Wednesday, January 19, 2022

Writing: Advice From Louise Erdrich

The Paris Review lifted its paywall on Louise Erdrich, The Art of Fiction No. 208. Where she was interviewed by Lisa Halliday.

INTERVIEWER

A journalist once asked you what advice you would give someone trying to write a novel. You said, “Don’t take the project too seriously.” Is that what you would say today?

ERDRICH

I think I meant that grand ideas kill first efforts. Begin with something in your range. Then write it as a secret. I’d be paralyzed if I thought I had to write a great novel, and no matter how good I think a book is on one day, I know now that a time will come when I will look upon it as a failure.
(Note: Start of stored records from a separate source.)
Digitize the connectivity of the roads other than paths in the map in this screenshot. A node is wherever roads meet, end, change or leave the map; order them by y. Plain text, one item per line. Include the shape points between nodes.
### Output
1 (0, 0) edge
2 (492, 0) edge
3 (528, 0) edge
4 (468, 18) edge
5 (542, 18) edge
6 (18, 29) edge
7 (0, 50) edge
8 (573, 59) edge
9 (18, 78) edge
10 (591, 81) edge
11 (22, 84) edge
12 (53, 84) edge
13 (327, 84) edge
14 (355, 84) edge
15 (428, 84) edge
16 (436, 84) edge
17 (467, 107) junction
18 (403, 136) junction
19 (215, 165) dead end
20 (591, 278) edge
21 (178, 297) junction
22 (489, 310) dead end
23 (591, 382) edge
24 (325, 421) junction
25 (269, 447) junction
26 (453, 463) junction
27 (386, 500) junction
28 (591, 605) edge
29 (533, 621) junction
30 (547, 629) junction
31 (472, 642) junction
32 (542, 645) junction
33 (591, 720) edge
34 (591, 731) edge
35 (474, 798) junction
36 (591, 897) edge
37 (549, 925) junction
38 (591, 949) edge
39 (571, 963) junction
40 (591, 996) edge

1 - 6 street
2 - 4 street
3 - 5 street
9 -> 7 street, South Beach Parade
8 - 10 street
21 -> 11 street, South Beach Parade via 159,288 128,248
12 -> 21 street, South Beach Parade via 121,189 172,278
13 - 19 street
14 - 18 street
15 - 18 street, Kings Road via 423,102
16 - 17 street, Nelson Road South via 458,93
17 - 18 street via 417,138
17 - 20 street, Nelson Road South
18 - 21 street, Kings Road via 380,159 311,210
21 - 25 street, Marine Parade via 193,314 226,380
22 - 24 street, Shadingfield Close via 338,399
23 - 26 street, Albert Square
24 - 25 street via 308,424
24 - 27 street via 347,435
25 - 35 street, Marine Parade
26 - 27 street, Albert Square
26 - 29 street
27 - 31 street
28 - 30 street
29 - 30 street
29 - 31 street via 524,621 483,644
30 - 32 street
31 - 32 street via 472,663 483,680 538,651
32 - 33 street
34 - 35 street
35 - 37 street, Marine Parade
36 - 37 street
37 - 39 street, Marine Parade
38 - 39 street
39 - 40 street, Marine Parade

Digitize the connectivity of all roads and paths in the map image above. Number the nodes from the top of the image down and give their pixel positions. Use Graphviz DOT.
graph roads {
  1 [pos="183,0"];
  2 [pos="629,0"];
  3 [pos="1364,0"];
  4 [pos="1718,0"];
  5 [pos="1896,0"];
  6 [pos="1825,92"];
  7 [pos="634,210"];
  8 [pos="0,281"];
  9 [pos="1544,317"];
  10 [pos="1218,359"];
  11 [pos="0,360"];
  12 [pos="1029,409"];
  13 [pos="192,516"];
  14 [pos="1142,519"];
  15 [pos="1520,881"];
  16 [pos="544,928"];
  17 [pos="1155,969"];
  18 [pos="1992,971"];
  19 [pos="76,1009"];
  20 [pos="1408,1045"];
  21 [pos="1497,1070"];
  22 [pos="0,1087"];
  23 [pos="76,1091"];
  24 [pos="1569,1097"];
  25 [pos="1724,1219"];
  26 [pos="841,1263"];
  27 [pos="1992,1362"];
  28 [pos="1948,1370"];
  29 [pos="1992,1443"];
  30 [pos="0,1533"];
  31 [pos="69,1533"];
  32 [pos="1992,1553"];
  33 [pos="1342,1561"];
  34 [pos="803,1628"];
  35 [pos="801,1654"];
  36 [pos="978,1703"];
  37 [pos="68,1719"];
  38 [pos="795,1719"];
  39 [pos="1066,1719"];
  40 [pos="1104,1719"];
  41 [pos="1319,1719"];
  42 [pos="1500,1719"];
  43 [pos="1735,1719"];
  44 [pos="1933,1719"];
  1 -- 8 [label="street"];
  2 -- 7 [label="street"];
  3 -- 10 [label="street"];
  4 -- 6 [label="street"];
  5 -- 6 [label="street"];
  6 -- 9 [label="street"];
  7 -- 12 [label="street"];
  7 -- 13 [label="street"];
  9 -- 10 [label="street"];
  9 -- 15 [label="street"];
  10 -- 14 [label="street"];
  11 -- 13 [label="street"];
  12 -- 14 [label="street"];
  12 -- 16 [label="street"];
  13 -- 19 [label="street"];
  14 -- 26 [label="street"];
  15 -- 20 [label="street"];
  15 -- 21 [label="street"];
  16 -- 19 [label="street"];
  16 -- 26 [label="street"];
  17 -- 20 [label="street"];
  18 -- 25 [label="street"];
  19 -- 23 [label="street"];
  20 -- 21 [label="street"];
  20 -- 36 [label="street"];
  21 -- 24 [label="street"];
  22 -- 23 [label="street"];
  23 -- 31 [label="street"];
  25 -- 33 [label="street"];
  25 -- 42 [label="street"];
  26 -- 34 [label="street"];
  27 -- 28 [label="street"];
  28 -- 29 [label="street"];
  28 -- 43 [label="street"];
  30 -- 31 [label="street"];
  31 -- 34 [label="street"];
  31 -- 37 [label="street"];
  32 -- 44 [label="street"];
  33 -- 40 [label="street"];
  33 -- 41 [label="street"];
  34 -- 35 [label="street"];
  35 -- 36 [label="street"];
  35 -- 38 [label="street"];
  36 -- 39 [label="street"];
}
The gratification has to come from the effort itself. I try not to look back. I approach the work as though, in truth, I’m nothing and the words are everything. Then I write to save my life. If you are a writer, that will be true. Writing has saved my life.

INTERVIEWER

How?

ERDRICH

I needed a way to go at life. I needed meaning. I might have chosen something more self-destructive had I not found writing.

 I may be an example of having had too grand an idea; that may have contributed to my stopping my writing about 40 years ago.

I know I am an example of how writing can counter self-destructiveness. Would I had learned that lesson earlier than I did.